Some, including Trayvon Martin's parents, argue that Zimmerman, who was born to a white father and a Latina mother, acted out of racial bias. Still others, including Zimmerman's father, maintain that his ethnic background precludes him from such discrimination.

"He would be the last to discriminate for any reason whatsoever," Zimmerman's father wrote in a letter to the Orlando Sentinel, citing his son's Hispanic makeup and multiracial family.

While Zimmerman's motivations remain hotly contested, political pundit Bernard Goldberg says the "liberal media's" motivations in the case are clear.

"While no decent person is happy about what happened, no matter what your politics, there are some people whose purposes are served by what happened," Goldberg said to Fox News' Megyn Kelly on Tuesday. "The national media," he said was one of such groups.

“He’s only a 'white Hispanic',” said Goldberg, “because they need the word ‘white’ to further the storyline, which is ‘white, probably racist vigilante shoots unarmed black kid.’”

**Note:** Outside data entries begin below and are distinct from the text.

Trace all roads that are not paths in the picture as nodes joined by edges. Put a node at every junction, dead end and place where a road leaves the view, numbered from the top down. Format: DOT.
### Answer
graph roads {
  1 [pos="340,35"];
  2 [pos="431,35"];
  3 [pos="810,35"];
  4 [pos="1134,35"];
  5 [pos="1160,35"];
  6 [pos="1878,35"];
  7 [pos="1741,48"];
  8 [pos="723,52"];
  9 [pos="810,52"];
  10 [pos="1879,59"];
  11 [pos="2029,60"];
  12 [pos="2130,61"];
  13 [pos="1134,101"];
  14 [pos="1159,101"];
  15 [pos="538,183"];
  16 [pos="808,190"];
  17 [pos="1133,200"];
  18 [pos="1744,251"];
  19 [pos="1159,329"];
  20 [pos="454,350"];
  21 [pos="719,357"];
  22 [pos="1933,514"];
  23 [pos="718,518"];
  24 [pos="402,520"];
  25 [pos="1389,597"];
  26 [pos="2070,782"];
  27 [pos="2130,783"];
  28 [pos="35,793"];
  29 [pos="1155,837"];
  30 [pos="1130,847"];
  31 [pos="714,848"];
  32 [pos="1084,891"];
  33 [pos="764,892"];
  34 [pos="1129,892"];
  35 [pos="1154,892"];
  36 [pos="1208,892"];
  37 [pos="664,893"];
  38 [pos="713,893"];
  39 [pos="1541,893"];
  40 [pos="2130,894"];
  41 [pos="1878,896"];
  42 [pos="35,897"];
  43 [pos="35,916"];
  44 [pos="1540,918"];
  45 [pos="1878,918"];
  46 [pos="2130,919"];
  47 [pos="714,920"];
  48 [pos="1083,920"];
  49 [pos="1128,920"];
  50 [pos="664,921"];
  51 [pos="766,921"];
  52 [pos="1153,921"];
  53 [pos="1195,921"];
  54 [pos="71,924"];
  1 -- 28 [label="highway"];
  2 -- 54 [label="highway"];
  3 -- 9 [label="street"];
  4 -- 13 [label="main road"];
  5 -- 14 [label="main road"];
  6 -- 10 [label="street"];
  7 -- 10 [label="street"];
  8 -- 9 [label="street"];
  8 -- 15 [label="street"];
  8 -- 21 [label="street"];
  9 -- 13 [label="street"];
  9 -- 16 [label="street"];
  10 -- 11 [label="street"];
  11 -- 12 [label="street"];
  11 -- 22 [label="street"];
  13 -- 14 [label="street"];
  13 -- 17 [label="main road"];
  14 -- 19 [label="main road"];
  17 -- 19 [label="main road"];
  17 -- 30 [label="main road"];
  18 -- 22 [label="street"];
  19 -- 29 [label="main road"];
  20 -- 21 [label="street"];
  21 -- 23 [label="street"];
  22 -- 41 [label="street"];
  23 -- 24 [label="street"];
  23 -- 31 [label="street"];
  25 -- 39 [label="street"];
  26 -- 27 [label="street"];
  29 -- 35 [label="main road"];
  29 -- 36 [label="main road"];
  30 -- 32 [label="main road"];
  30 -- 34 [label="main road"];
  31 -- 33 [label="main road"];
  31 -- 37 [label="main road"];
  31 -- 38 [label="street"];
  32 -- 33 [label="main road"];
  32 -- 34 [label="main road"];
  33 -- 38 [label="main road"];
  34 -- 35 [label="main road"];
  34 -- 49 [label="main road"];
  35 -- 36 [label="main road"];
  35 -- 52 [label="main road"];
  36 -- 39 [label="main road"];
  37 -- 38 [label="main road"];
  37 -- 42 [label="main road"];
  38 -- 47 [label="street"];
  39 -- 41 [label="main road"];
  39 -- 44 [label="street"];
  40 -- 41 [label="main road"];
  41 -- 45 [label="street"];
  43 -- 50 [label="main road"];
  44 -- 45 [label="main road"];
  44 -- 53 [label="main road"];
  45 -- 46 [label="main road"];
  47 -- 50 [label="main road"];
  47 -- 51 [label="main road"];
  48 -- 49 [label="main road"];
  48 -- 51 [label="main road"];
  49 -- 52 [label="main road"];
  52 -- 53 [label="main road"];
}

Goldberg added that the use of the term "white Hispanic" is almost "a parody of liberal media."

Rush Limbaugh, echoing Goldberg's claims, said that in his research he found the term "white Hispanic" has only appeared five times in The New York Times' history.

"Mr. Zimmerman—who, again, the New York Times refers to as a 'white Hispanic' and the rest of the media has now picked that up, 'cause that fits the template. You need white-on-black here to gin this up," Limbaugh said on his radio show.

"By the way, it's not just the New York Times referring to George Zimmerman as a white racist. I think the whole media is doing this now," Limbaugh added.

Checking Off Boxes: Race vs. Ethinicty

Limbaugh and Goldberg's outrage may however stem from confusion surrounding the term Hispanic.

The categorizations of Hispanic and Latino, often mistakenly thought of as racial classifications, in actuality refer to ethnicity. Alluding to a group of people of various racial backgrounds, "Hispanic" and "Latino" most commonly describe those peoples united by the Spanish language and Latin American culture.

While collecting population data, the Census Bureau now identifies the white racial category as "white, non-Hispanic," and allows for Latinos to use both racial and ethnic identifiers to categorize themselves. Some groups of Latinos, such as Afro Latinos, often self-identify in both racial and ethnic terms.

Ruben Rumbaut, a professor of sociology at the University of California at Irvine, told NPR last year that, "in the year 2000, persons that checked that they were Hispanic, when they answer the question on race, approximately 48 percent check white and another 43 percent check some other race."

Fair skinned celebrities such as the blonde Cameron Diaz, the blue-eyed Alexis Bledel, and the red-haired Louis C.K self-identify as Latino based on their ethnic make up.

While it remains unclear if Zimmerman would classify himself as a "white Hispanic", his case surely draws attention to the increasingly complex racial and ethnic make up of many Latino Americans.

Some Latinos believe the current debate over Zimmerman's appropriate racial categorization is behind the times.

Guy Garcia, the founding executive director of AOL Latino, argues that young Latinos often identify themselves and each other in complex terms.

"Recent studies have shown that Latino identity is malleable, contextual and constantly evolving. Younger Latinos in particularly see no contradiction in calling themselves Dominican, American and black, or Caucasian, Hispanic-American and Colombian, or gaysian, blaxican, or any other racial-cultural-sexual amalgam that fits their nationality, genealogy, sexuality and mood," Garcia wrote last year in a blog for The Huffington Post.

Rumbaut concluded in his 2011 interview with NPR that race "is not a biological given category." Rather, he says, it's "a social and legal and political construction whose meaning changes over time."